On November 5, 2014 Eli Lilly and Company reported that the U.S. Food and Drug Administration (FDA) has approved CYRAMZA (ramucirumab) in combination with paclitaxel (a type of chemotherapy) as a treatment for people with advanced or metastatic gastric (stomach) or gastroesophageal junction (GEJ) adenocarcinoma whose cancer has progressed on or after prior fluoropyrimidine- or platinum-containing chemotherapy (Press release, Eli Lilly, NOV 5, 2014, View Source [SID:1234500920]). CYRAMZA now has two FDA approvals for these patients. Today’s announcement follows the April approval of CYRAMZA as a single agent – the first approval of a treatment in the U.S. for patients in this setting.
“This FDA approval of CYRAMZA represents another milestone for people battling this devastating and difficult-to-treat disease,” said Richard Gaynor, M.D., senior vice president, product development and medical affairs for Lilly Oncology. “Lilly is pleased to continue delivering on its commitment to provide new treatment options to people living with cancer and those who care for them.”

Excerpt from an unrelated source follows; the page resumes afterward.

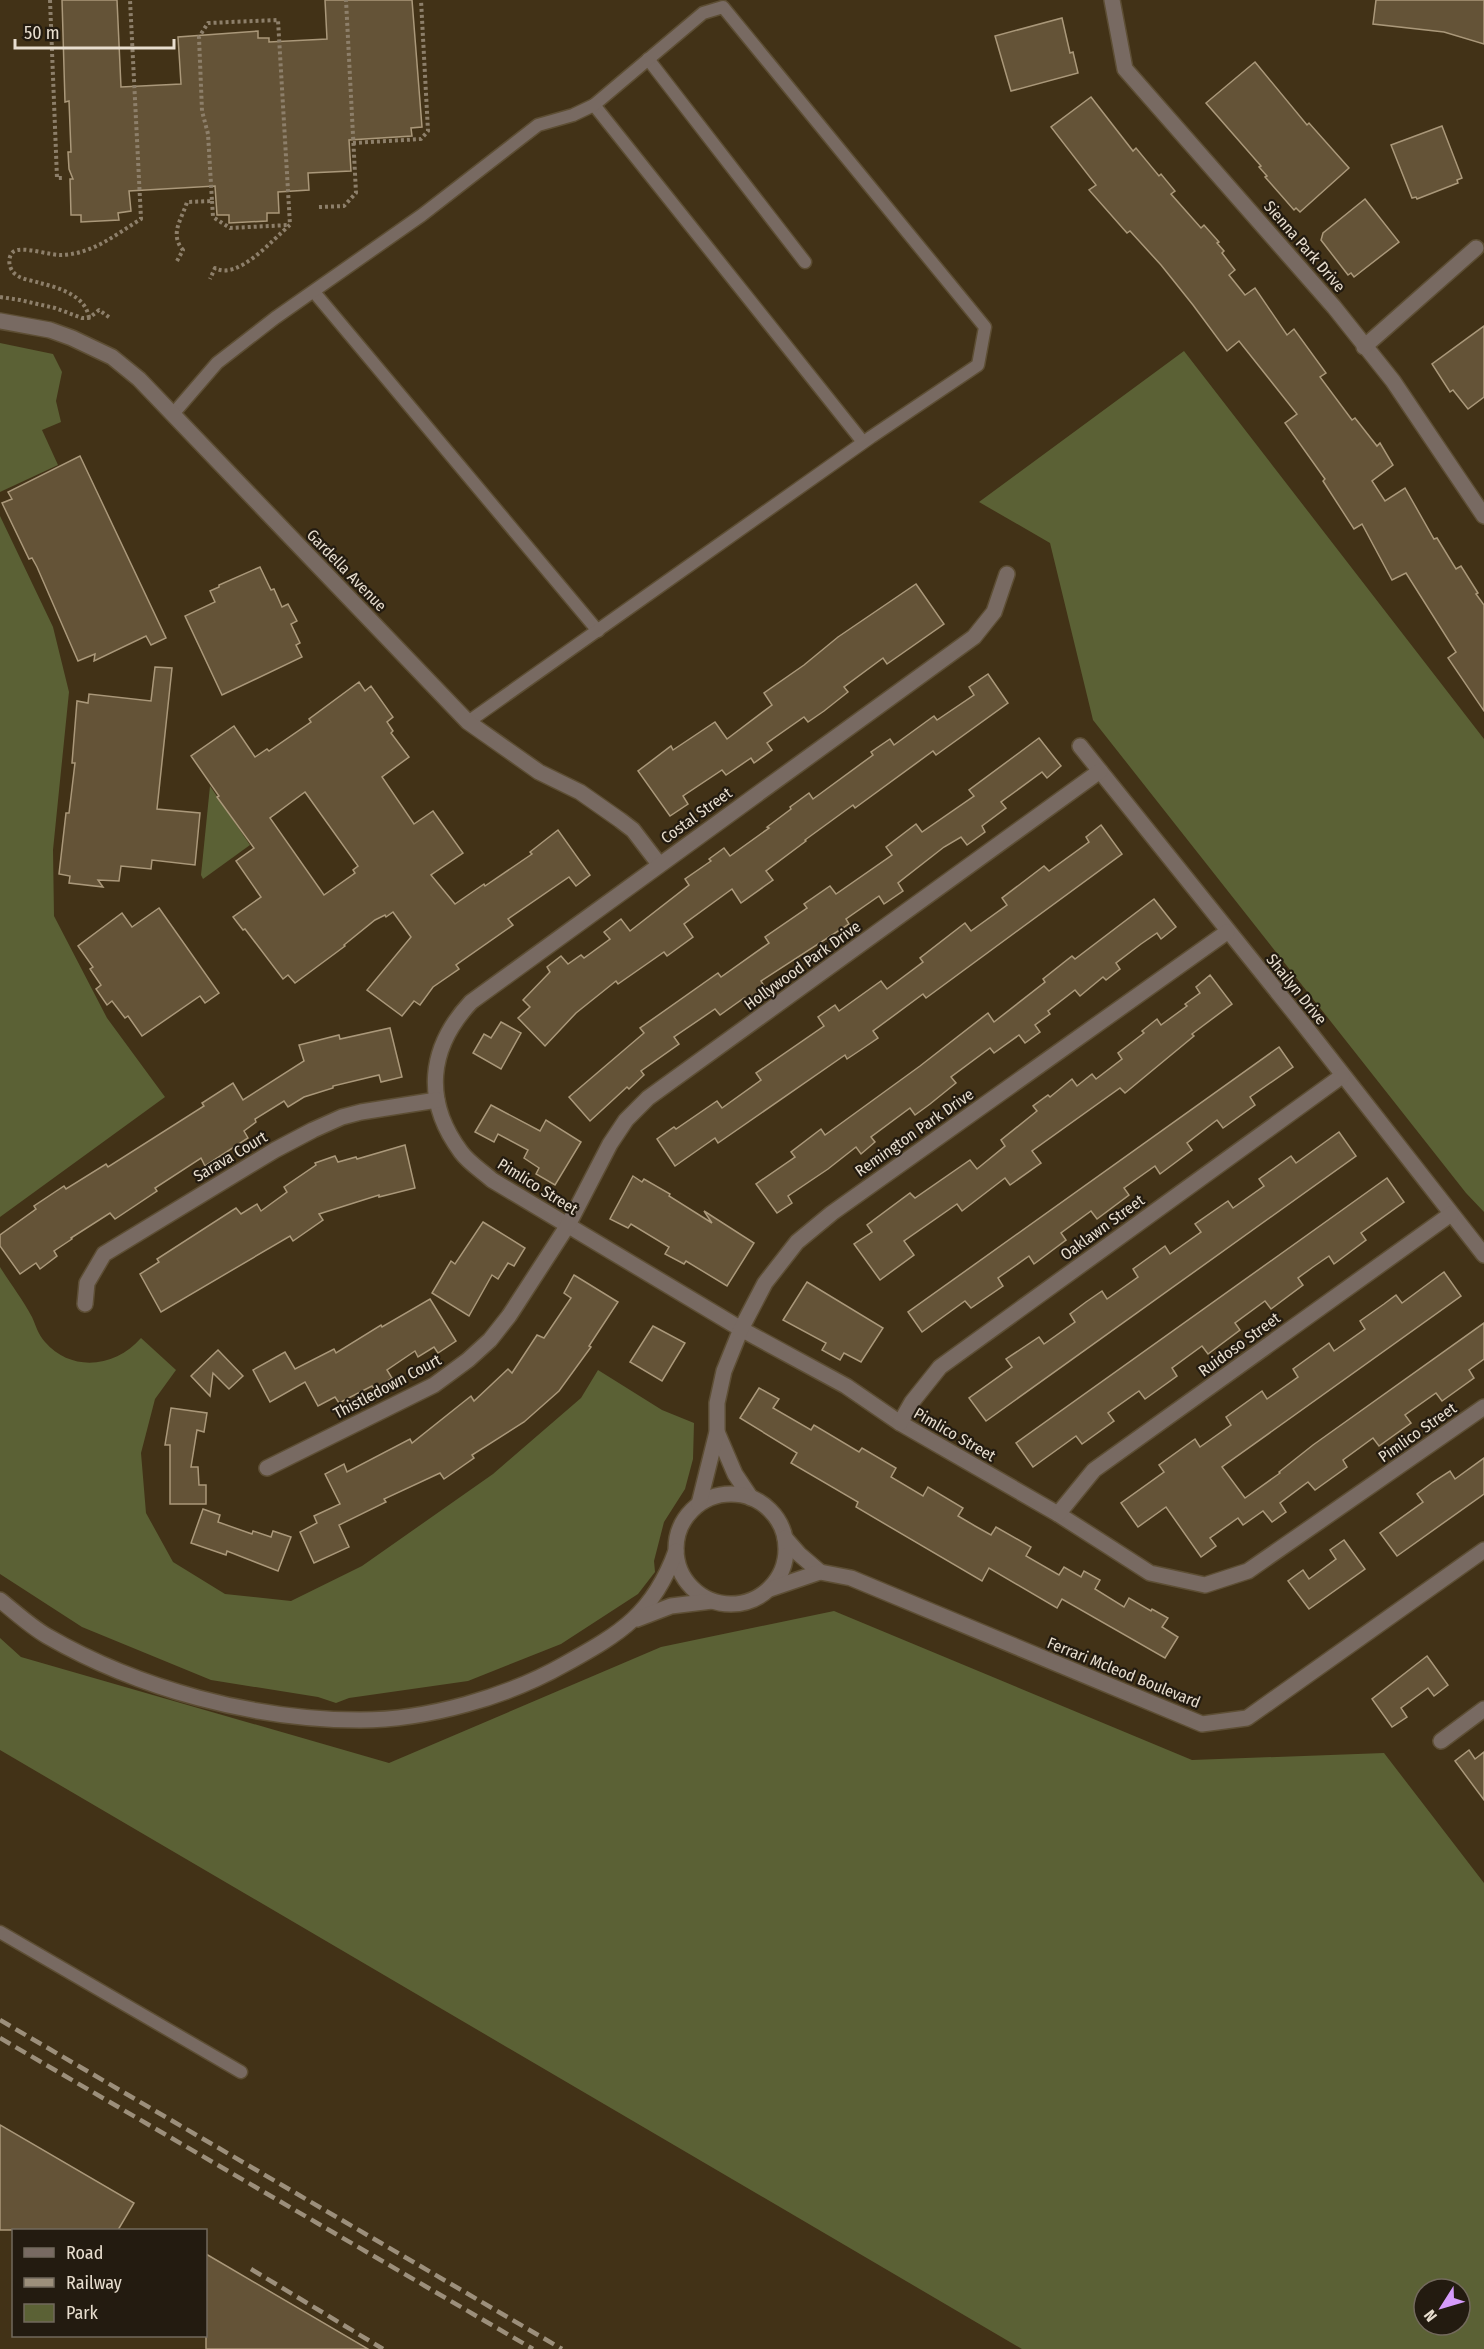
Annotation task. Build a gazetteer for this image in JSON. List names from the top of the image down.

Stomach cancer is the fifth most common cancer in the world and is the third-leading cause of cancer death.i In the U.S., approximately 22,000 people will be diagnosed with stomach cancer in 2014.ii CYRAMZA (ramucirumab injection 10 mg/mL solution) is the only FDA-approved second-line treatment option for patients with advanced or metastatic gastric or GEJ adenocarcinoma whose disease has progressed on or after prior fluoropyrimidine- or platinum-containing chemotherapy.
This FDA approval for CYRAMZA is based on the Phase III RAINBOW trial, which compared CYRAMZA plus paclitaxel to placebo plus paclitaxel. Efficacy endpoints in the trial included the major efficacy outcome measure of overall survival and the supportive efficacy outcome measures of progression-free survival and objective response rate. The labeling for CYRAMZA contains a Boxed Warning regarding increased risk of hemorrhage, including severe and sometimes fatal hemorrhagic events. CYRAMZA should be permanently discontinued in patients who experience severe bleeding. See the Important Safety Information at the end of this press release and the Prescribing Information.
CYRAMZA has been granted Orphan Drug Designation by the FDA for this indication. Orphan drug status is given in the U.S. by the FDA’s Office of Orphan Products Development (OOPD) to medicines that show promise for the treatment of rare diseases.